Stephen Michael King/Arquivo pessoal

Era uma vez um universo em que havia um urso branco que acordava colorido todos os dias. Havia também um homem que amava caixas e que, com elas, criava delicadezas e presença com o filho. Nesse lugar, moravam ainda Pingo e Filó, dois amigos que resolvem descobrir o que acontece com a quinta-feira quando chega a sexta. Também tinha um caracol que não gostava da chuva amicíssimo de uma tartaruga louca por água. Isso sem contar os amigos incríveis Pedro e Tina, a espoleta da Duda e os fofos filhotes que moravam num lugar inusitado: o bolso de seu Totó.

“Filhotes de bolso” / Stephen Michael King (texto e ilustrações)

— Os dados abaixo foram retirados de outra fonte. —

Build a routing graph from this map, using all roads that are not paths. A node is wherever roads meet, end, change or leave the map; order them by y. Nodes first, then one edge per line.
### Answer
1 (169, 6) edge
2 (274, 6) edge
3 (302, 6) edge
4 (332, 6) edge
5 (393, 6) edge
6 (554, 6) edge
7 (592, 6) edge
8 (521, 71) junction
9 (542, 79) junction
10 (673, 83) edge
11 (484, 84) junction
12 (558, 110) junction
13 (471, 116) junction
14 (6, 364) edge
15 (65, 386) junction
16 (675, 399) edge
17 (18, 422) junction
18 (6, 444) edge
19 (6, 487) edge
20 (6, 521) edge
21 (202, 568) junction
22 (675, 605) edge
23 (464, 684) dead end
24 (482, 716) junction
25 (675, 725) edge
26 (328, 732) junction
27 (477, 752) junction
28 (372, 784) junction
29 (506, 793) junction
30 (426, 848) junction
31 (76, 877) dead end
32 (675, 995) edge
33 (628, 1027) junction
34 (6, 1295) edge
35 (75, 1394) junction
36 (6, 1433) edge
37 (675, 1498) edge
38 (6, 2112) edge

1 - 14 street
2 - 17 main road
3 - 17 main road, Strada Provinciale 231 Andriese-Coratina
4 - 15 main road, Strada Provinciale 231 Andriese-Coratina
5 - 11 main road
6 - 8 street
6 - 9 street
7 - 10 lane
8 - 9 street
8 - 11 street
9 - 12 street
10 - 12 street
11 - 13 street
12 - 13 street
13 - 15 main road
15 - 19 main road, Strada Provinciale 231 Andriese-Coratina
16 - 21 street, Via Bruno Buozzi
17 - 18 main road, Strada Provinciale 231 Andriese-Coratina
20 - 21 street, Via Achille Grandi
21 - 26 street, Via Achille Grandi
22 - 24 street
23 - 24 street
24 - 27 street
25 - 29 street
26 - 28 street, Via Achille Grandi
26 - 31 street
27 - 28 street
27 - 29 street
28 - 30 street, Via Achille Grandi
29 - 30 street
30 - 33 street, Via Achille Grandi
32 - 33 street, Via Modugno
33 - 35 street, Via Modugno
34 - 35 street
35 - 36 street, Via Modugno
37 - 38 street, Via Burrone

O universo do ilustrador e escritor australiano Stephen Michael King é imenso, colorido, rico, diverso, divertido e irreverente. Autor de mais de 46 obras – entre aquelas em que escreve e ilustra e as que assina a ilustração ao lado de parceiros como Margaret Wild e Janeen Brian -, o premiado artista amou os livros desde a infância.

Filho de mãe professora e pai que se alfabetizou sozinho, ele encantou-se pelas histórias que os pais contavam e, de repente, notou que adorava fazê-las. “Minha mãe às vezes me lembra que eu costumava redesenhar as ilustrações das obras que eu não tinha gostado, refazendo de acordo com o que eu imaginava que elas tinham de ser.”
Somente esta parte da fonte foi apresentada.